Wasn't that fun? This is another good example why I am glad I paid attention in fifth-grade arithmetic.

This explanation did not make Somerby happy, however. To him, it dramatized the idiotic complexity of the assessment process, and I agree with him. As I have said many times in this column, much of the No Child Left Behind law makes no sense in the real world. The notion that almost all students will reach proficiency in math and reading by 2014 is a fantasy, unless we push our definition of proficiency down so low that it becomes meaningless. Important members of Congress from both parties put that in there because they did not want to be accused of condemning some children to non-proficiency, and in an era where politicians are labeled anti-war for simply questioning the decision-making that led to war, I understand their concerns.

So No Child Left Behind is a mess, as Somerby says, but what is the alternative? Somerby is a smart guy. If he were given dictatorial power to set up a national school assessment process, I imagine his plan would make great sense and not require all this bizarre fiddling with passing rates.

Unfortunately, in the real world, under the Constitution, he would have to share the power to create his plan with the states, the courts and, most importantly, the Congress, the architect of the least sane parts of No Child Left Behind.

So should we just scrap school assessments based on testing altogether? I would say no. Despite all the confusion and frustration, Education Week's Quality Counts reports show that students are learning more than they were 10 years ago when many states were resisting testing and higher standards.

The measure of a good education program is whether it is helping kids. Despite Somerby's understandable distress at that 27 percent passing rate for last year's third grade, Maury kids got more help and the school as a whole is doing better.

Because of No Child Left Behind, the Alexandria superintendent transferred Lucretia Jackson, one of the best principals I have ever seen in action, to Maury and gave her a carefully selected staff of teachers to work with. Raising the achievement of low-income students is not easy, but it can be done, and Maury is one more example of that.

Somerby derided the federal requirement of annual improvement because "especially in a small school like Maury, one group of third-graders may not be as capable as the group from the previous year." That is a good point. Both the states and the federal government are moving toward a cohort assessment system where progress will be measured by how much this year's fourth grade improved over the performance of those same children the year before.

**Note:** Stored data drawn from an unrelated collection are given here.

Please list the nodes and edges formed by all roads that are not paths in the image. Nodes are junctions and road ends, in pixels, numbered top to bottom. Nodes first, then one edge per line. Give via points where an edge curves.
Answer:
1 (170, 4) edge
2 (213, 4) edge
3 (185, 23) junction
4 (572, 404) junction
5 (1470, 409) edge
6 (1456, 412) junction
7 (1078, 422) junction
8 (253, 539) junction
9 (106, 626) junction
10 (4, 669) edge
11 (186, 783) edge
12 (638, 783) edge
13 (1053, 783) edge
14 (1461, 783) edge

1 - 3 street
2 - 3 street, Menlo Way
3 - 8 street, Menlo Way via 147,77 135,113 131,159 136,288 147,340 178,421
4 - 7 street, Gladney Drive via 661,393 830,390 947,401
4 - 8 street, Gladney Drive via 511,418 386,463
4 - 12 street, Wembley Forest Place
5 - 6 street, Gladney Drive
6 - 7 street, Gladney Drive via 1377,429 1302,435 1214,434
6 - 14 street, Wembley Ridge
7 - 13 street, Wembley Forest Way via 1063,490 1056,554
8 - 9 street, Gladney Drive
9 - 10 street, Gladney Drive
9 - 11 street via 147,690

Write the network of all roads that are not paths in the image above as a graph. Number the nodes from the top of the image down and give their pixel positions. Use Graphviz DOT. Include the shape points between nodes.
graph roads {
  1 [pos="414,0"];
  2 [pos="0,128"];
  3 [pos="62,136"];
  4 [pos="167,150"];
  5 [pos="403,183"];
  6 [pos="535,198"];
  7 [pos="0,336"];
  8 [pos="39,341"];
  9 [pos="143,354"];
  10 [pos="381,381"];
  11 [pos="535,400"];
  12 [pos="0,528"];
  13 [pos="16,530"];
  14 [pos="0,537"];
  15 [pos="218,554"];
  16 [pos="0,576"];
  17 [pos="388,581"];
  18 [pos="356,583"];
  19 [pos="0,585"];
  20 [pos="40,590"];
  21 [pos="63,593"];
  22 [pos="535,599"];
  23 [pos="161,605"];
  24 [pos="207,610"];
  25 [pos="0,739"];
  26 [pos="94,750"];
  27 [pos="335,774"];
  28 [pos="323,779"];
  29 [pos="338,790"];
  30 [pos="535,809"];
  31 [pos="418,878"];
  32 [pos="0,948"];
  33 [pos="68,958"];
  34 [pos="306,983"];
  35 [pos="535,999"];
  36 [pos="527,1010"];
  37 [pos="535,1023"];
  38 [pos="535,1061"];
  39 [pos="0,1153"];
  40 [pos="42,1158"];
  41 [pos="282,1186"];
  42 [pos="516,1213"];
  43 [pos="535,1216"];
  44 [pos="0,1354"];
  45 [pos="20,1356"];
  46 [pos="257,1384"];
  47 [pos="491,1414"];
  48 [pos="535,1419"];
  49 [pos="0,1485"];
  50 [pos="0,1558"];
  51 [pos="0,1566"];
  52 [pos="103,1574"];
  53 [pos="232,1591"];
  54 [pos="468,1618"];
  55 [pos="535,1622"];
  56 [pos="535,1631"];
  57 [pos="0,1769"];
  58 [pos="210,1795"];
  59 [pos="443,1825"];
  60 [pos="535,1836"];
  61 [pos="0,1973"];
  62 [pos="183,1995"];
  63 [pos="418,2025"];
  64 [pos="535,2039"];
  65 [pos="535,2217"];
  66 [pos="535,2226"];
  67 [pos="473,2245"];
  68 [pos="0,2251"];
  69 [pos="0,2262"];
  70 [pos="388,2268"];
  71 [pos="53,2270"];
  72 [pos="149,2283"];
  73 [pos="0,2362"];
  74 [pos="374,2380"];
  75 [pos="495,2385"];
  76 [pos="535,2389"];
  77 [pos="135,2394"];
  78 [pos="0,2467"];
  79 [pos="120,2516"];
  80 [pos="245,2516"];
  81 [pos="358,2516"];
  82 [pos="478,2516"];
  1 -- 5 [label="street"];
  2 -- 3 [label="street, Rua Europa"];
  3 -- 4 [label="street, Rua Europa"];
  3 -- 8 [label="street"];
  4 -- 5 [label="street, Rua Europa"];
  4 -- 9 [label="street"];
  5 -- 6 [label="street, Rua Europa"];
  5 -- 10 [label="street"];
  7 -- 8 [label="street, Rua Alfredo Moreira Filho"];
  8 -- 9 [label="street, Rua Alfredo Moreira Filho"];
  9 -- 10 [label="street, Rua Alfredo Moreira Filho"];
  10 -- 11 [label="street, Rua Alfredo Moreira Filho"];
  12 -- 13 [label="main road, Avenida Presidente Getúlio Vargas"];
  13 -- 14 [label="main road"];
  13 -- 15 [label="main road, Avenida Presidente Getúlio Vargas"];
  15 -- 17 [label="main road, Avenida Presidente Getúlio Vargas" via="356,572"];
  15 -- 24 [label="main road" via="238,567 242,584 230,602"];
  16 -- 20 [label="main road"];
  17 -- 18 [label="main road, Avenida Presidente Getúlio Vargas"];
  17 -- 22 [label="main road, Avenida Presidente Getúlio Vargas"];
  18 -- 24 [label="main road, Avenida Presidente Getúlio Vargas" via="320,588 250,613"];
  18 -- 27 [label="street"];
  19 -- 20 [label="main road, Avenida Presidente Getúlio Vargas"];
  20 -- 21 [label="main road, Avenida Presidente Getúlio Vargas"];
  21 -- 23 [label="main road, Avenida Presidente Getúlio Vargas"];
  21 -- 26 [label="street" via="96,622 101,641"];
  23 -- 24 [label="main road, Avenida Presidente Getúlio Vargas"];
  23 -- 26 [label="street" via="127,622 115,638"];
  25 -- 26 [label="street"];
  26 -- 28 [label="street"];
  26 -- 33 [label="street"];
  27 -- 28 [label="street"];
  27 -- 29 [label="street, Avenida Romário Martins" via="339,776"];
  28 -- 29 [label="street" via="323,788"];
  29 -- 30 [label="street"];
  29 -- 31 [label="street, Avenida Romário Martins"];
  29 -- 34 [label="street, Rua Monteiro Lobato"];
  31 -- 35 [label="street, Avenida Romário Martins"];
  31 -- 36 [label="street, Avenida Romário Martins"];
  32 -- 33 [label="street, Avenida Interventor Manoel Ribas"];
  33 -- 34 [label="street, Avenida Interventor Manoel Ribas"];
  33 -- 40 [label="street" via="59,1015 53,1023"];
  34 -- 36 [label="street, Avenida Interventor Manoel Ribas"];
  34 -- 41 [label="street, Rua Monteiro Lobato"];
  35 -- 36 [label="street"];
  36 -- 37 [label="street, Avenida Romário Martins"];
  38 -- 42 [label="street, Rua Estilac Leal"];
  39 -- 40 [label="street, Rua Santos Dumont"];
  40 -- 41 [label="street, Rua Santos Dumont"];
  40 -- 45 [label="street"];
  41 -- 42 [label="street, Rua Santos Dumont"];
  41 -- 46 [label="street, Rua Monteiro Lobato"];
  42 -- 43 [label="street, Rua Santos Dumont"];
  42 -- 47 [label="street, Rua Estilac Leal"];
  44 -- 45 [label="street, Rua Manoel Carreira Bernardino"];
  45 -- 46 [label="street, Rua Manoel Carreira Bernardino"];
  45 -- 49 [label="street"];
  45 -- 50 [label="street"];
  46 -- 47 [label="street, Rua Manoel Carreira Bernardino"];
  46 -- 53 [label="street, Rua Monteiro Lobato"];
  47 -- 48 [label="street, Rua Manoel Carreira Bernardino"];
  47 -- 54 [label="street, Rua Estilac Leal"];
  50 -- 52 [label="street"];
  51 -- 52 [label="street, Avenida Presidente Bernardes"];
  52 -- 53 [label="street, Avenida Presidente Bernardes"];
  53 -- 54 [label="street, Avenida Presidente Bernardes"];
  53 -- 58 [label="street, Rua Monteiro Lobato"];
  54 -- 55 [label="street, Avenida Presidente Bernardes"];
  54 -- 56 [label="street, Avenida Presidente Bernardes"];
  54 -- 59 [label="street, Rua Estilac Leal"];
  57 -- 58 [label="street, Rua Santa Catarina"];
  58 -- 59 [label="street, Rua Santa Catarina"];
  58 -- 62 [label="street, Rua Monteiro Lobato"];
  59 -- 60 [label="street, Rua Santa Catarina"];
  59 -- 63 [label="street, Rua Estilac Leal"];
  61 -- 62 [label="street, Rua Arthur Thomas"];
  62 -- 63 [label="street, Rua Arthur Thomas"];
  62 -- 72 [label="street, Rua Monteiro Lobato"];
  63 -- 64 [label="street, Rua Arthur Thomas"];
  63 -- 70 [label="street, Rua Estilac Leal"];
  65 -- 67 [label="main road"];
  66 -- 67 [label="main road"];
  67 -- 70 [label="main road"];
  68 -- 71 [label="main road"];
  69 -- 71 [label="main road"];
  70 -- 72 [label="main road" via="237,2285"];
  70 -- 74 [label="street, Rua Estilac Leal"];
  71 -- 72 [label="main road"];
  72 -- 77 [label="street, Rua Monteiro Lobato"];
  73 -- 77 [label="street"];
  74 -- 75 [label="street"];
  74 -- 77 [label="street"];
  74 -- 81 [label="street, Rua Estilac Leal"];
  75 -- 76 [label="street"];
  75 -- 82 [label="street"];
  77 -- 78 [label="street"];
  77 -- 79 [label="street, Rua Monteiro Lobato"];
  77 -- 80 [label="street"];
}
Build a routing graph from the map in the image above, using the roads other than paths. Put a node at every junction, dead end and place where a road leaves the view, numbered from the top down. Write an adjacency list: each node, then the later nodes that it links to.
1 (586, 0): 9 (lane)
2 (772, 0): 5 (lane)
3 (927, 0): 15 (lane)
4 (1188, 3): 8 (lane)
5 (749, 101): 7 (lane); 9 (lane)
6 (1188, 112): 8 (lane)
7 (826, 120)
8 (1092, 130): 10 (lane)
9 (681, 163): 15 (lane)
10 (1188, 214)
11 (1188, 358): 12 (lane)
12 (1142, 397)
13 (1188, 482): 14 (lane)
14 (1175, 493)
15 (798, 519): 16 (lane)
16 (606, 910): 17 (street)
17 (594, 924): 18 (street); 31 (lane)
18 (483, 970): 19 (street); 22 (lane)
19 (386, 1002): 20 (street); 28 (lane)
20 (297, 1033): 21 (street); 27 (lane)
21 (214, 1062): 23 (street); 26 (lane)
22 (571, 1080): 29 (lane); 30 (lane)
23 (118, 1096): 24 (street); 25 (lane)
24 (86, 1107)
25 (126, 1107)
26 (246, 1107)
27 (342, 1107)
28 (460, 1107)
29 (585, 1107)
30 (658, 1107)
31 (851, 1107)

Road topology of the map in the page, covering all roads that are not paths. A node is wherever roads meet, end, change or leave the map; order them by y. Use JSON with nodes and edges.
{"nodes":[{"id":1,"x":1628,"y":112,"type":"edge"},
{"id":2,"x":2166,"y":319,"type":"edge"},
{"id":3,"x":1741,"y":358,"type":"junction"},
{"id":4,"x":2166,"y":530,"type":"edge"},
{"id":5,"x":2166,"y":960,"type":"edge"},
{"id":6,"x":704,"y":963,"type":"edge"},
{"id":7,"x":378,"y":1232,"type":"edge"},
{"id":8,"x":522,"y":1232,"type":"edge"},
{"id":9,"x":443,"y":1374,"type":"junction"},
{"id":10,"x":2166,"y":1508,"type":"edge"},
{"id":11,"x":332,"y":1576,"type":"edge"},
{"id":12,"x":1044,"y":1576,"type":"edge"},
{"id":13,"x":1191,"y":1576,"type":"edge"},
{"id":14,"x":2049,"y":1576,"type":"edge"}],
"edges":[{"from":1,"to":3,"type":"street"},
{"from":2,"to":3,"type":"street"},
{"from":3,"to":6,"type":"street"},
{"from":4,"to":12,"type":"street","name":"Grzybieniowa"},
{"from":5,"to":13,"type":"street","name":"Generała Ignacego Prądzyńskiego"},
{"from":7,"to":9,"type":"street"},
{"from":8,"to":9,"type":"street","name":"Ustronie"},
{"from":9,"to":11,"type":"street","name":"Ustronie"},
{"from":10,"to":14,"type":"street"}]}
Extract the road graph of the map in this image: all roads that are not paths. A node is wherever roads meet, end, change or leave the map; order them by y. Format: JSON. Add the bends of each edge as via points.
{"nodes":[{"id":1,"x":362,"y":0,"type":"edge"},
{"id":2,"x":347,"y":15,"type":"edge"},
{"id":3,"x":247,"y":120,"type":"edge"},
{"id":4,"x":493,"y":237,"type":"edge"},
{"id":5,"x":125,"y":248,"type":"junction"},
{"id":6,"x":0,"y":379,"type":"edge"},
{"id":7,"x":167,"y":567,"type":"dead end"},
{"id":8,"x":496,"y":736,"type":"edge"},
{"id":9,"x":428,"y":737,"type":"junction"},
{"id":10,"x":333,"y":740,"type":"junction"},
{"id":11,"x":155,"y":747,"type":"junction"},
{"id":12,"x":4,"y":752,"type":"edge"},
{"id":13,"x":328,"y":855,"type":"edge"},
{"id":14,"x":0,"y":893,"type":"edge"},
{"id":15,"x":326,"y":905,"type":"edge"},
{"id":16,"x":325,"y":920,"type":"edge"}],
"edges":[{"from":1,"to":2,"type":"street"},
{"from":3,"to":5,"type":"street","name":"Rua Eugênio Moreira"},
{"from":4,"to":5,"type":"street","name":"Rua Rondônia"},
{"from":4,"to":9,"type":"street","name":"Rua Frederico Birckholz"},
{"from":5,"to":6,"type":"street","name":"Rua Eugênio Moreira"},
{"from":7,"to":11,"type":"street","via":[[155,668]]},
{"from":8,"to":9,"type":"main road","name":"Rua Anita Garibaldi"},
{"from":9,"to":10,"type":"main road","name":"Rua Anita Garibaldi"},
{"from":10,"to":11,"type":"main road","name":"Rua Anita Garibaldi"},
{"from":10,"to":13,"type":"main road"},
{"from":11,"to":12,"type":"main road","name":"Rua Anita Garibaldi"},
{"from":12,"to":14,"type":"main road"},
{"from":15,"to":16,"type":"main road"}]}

But I object to one implication of Somerby's remark -- that children are stuck with whatever capability they have demonstrated by third grade and cannot be expected to get much better. Since I wandered into Garfield High School 23 years ago and found that that inner city Los Angeles school was outperforming all but four high schools in the country in Advanced Placement test participation, and beating the national passing rate on the tests, I have been convinced that the majority of Americans are wrong to think kids from low-income backgrounds cannot be expected to achieve at high levels. And this column, as regular readers know, has been full of other examples of that, because it is No 1 on my list of obsessions.

Improving schools is a messy process and hard to measure, as the Maury example shows. I wish there was a way to clean up the most annoying parts of No Child Left Behind so that Somerby and I would not have to work so hard to figure out what is going on.

But that is the way progress occurs in a democracy, by fits and starts. Despite that embarrassingly low 27 percent passing rate in third grade, those Maury students are getting better, and that is the most important thing.